TASK PROMPT.
Below are records to be repeated exactly. Leave their pictures behind.

DATA PROVIDED.
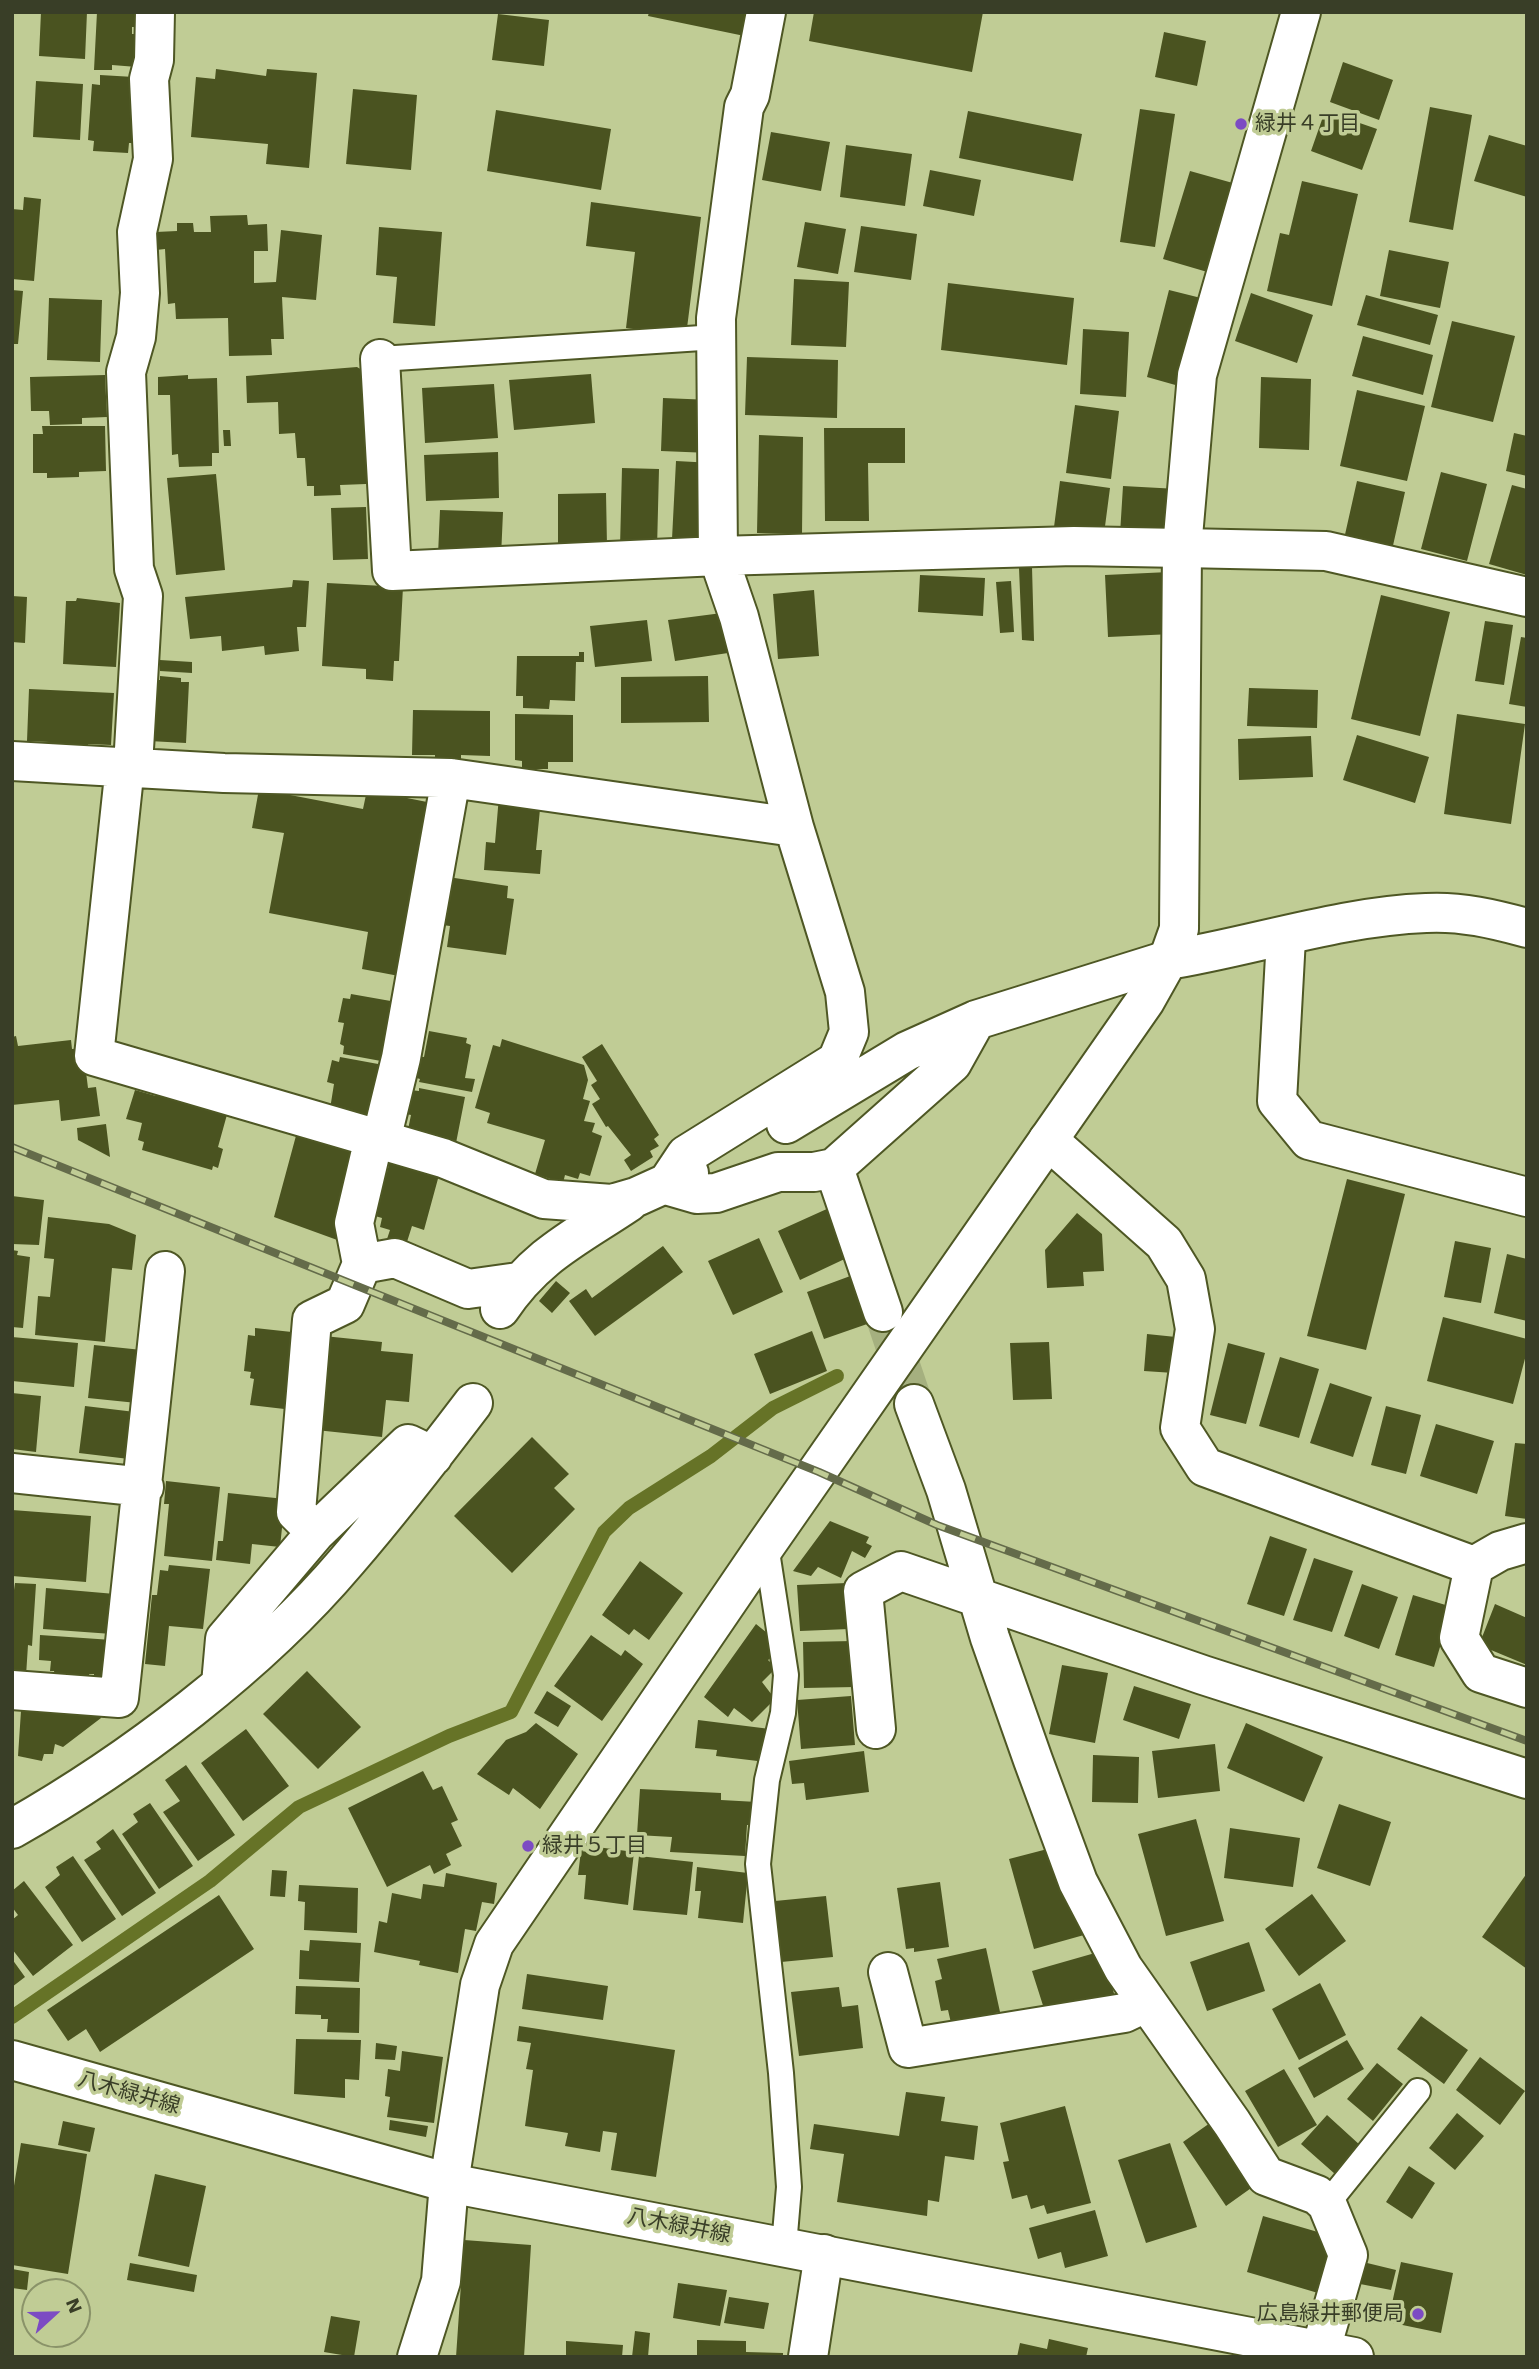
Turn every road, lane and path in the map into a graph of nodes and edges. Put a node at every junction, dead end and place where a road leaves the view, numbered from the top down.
1 (155, 12) edge
2 (766, 12) edge
3 (1301, 12) edge
4 (717, 337) junction
5 (380, 359) joint
6 (1182, 548) junction
7 (718, 556) junction
8 (1527, 597) edge
9 (12, 761) edge
10 (129, 766) junction
11 (451, 778) junction
12 (794, 827) junction
13 (1527, 928) edge
14 (1286, 937) junction
15 (1168, 960) junction
16 (976, 1020) junction
17 (377, 1139) junction
18 (1048, 1140) junction
19 (834, 1168) junction
20 (651, 1191) junction
21 (1527, 1197) edge
22 (362, 1264) junction
23 (165, 1271) dead end
24 (883, 1312) tunnel mouth
25 (473, 1403) dead end
26 (914, 1404) tunnel mouth
27 (433, 1456) junction
28 (12, 1473) edge
29 (144, 1488) junction
30 (316, 1532) junction
31 (1527, 1543) edge
32 (766, 1545) junction
33 (1474, 1566) junction
34 (978, 1600) junction
35 (221, 1684) junction
36 (1527, 1688) edge
37 (12, 1690) edge
38 (876, 1729) dead end
39 (1527, 1779) edge
40 (12, 1829) edge
41 (888, 1972) dead end
42 (1147, 2002) junction
43 (20, 2062) edge
44 (1418, 2091) dead end
45 (449, 2183) junction
46 (1327, 2204) junction
47 (784, 2246) junction
48 (824, 2254) junction
49 (1272, 2349) edge
50 (1338, 2353) edge
51 (417, 2357) edge
52 (808, 2357) edge

1 - 10 street
2 - 4 street
3 - 6 street
4 - 5 lane
4 - 7 street
5 - 7 street
6 - 7 street
6 - 8 street
6 - 15 street
7 - 12 street
9 - 10 street
10 - 11 street
10 - 17 street
11 - 12 street
11 - 17 street
12 - 20 street
13 - 14 street
14 - 15 street
14 - 21 street
15 - 16 street
15 - 18 street
16 - 19 street
16 - 20 street
17 - 20 street
17 - 22 street
18 - 32 street
18 - 33 street
19 - 20 street
19 - 24 street
20 - 22 street
22 - 30 street
23 - 29 street
25 - 27 street
26 - 34 street
27 - 30 street
27 - 35 street
28 - 29 street
29 - 37 street
30 - 35 street
31 - 33 street
32 - 45 street
32 - 47 lane
33 - 36 street
34 - 38 street
34 - 39 street
34 - 42 street
35 - 40 street
41 - 42 street
42 - 46 street
43 - 45 street, 八木緑井線
44 - 46 lane
45 - 47 street, 八木緑井線
45 - 51 street
46 - 50 street
47 - 48 street, 八木緑井線
48 - 49 street, 八木緑井線
48 - 52 street
49 - 50 street, 八木緑井線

TASK ANSWER.
Turn every road, lane and path in the map into a graph of nodes and edges. Put a node at every junction, dead end and place where a road leaves the view, numbered from the top down.
1 (155, 12) edge
2 (766, 12) edge
3 (1301, 12) edge
4 (717, 337) junction
5 (380, 359) joint
6 (1182, 548) junction
7 (718, 556) junction
8 (1527, 597) edge
9 (12, 761) edge
10 (129, 766) junction
11 (451, 778) junction
12 (794, 827) junction
13 (1527, 928) edge
14 (1286, 937) junction
15 (1168, 960) junction
16 (976, 1020) junction
17 (377, 1139) junction
18 (1048, 1140) junction
19 (834, 1168) junction
20 (651, 1191) junction
21 (1527, 1197) edge
22 (362, 1264) junction
23 (165, 1271) dead end
24 (883, 1312) tunnel mouth
25 (473, 1403) dead end
26 (914, 1404) tunnel mouth
27 (433, 1456) junction
28 (12, 1473) edge
29 (144, 1488) junction
30 (316, 1532) junction
31 (1527, 1543) edge
32 (766, 1545) junction
33 (1474, 1566) junction
34 (978, 1600) junction
35 (221, 1684) junction
36 (1527, 1688) edge
37 (12, 1690) edge
38 (876, 1729) dead end
39 (1527, 1779) edge
40 (12, 1829) edge
41 (888, 1972) dead end
42 (1147, 2002) junction
43 (20, 2062) edge
44 (1418, 2091) dead end
45 (449, 2183) junction
46 (1327, 2204) junction
47 (784, 2246) junction
48 (824, 2254) junction
49 (1272, 2349) edge
50 (1338, 2353) edge
51 (417, 2357) edge
52 (808, 2357) edge

1 - 10 street
2 - 4 street
3 - 6 street
4 - 5 lane
4 - 7 street
5 - 7 street
6 - 7 street
6 - 8 street
6 - 15 street
7 - 12 street
9 - 10 street
10 - 11 street
10 - 17 street
11 - 12 street
11 - 17 street
12 - 20 street
13 - 14 street
14 - 15 street
14 - 21 street
15 - 16 street
15 - 18 street
16 - 19 street
16 - 20 street
17 - 20 street
17 - 22 street
18 - 32 street
18 - 33 street
19 - 20 street
19 - 24 street
20 - 22 street
22 - 30 street
23 - 29 street
25 - 27 street
26 - 34 street
27 - 30 street
27 - 35 street
28 - 29 street
29 - 37 street
30 - 35 street
31 - 33 street
32 - 45 street
32 - 47 lane
33 - 36 street
34 - 38 street
34 - 39 street
34 - 42 street
35 - 40 street
41 - 42 street
42 - 46 street
43 - 45 street, 八木緑井線
44 - 46 lane
45 - 47 street, 八木緑井線
45 - 51 street
46 - 50 street
47 - 48 street, 八木緑井線
48 - 49 street, 八木緑井線
48 - 52 street
49 - 50 street, 八木緑井線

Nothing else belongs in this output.